そんなわけで後編を見に行ってきた。ファンにとっては、のだめと千秋の長い旅の終りを見届けにという心境なんだろうと思う。平日の午前中というのに、けっこうお客は多かった。チケット売り場で、「のだめカンタービレ・ポストカード」というのをもらう。
内容は...。上映中のやつだから控えた方がいいんだろうな。よほど良いか、よほど酷ければ書くけれど。つまり、そのどちらでもないということ。
前編を見た時も感じたことだけれど、コミックなりドラマなりを経ないで、いきなりこの映画を観たとすると、なんのこっちゃらわからんのではないかなと思う。
原作を読んで映画を観ると、たいていの場合は失望なり不満なりが出てくるものだけれど、この映画については、コミックを読んでいない自分的には「ドラマ版ヨーロッパ編の続き」なので、それなりに楽しみに待つことができたし、観ることもできた。ここらへん、『ロード・オブ・ザ・リングス』と『指輪物語』の関係とは、だいぶ異なりそうなのでご注意のこと。
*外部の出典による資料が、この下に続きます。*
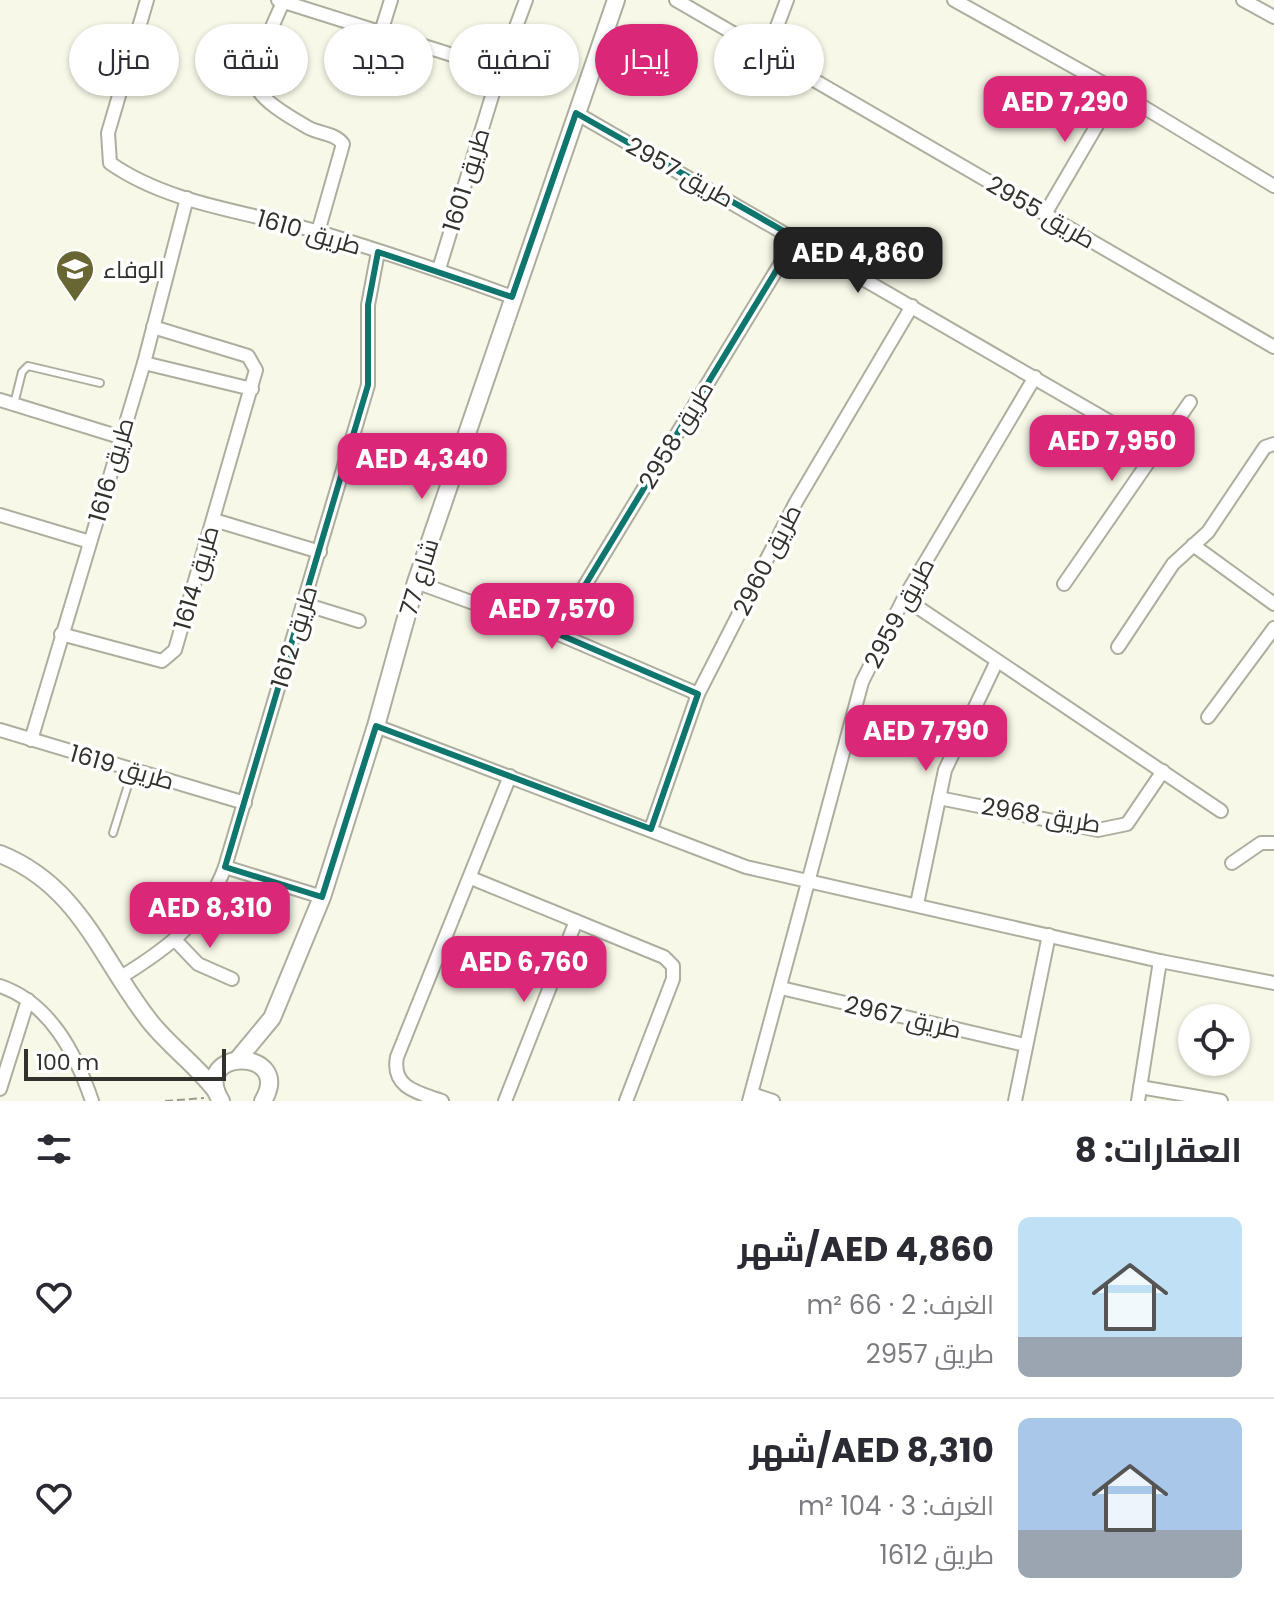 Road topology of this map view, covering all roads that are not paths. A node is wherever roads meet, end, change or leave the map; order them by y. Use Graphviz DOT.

映画版になってからののだめは、どうも悩みが多くてぐちゃぐちゃしてて、ぱっとしないわけで、日本にいた頃の明るいのだめを知らなければ、「暗くて不潔で変な子」でしかないように受け止められてしまうのだろうと思う。そんなのだめを、千秋がなぜあそこまで追ってしまうのかも、たぶんわからないことと思う。実に残念である(笑)。
とりあえず、のだめをめぐる長い旅は終わった。
2006年のドラマ11話、2008年のドラマ2話と合わせて、全15話となる長いストーリーの中で、印象に残ったキャラは、主演二人をのぞけば、vn.峰龍太郎(瑛太)、vn.三木清良(水川あさみ)、ob.黒木泰則(福士誠治)、cond.フランツ・シュトレーゼマン(竹中直人)なんてところ。特にR☆Sオケで黒木君がやったモーツァルトのオーボエ協奏曲ハ長調は、けっこうしびれた。水川あさみは、赤いドレスとヴァイオリンが異常に似合っていて、ビジュアル賞はこの人。
役者としては、竹中直人のシュトレーゼマンは特筆もので、あんなこと、誰にもできるものではない。色黒の日本人が金髪のカツラをかぶって、変てこな日本語を話すというだけで、この物語が「もとは漫画である」ということを規定してくれるので、何が起こってもよい。むしろ何でもありこそ望むところであるというフレームを示すことができたと思う。名演というわけにはいかないので、怪演としておくけれど、古来、演技において怪演と呼ばれることは最上にして無二の誉め言葉であることは、小沢昭一の例をみればわかるのだ。
加えるならば、のだめの実家における両親(岩松了と宮崎美子)の、ほぼネイティブに近い大川弁のやりとりには、ひっくり返って喜んでいた。「でけん」という台詞が、パリの情景の次のシーンで出てきたりするのも、いいセンスだったと思う。
なんだかんだいって、SオケからR☆Sオケのあたりがドラマとしても音楽としても、豊かで面白かった。ドラマ版はレンタルDVDもあるので、ギャグ好きで音楽好きな方は、見てみるとよろし。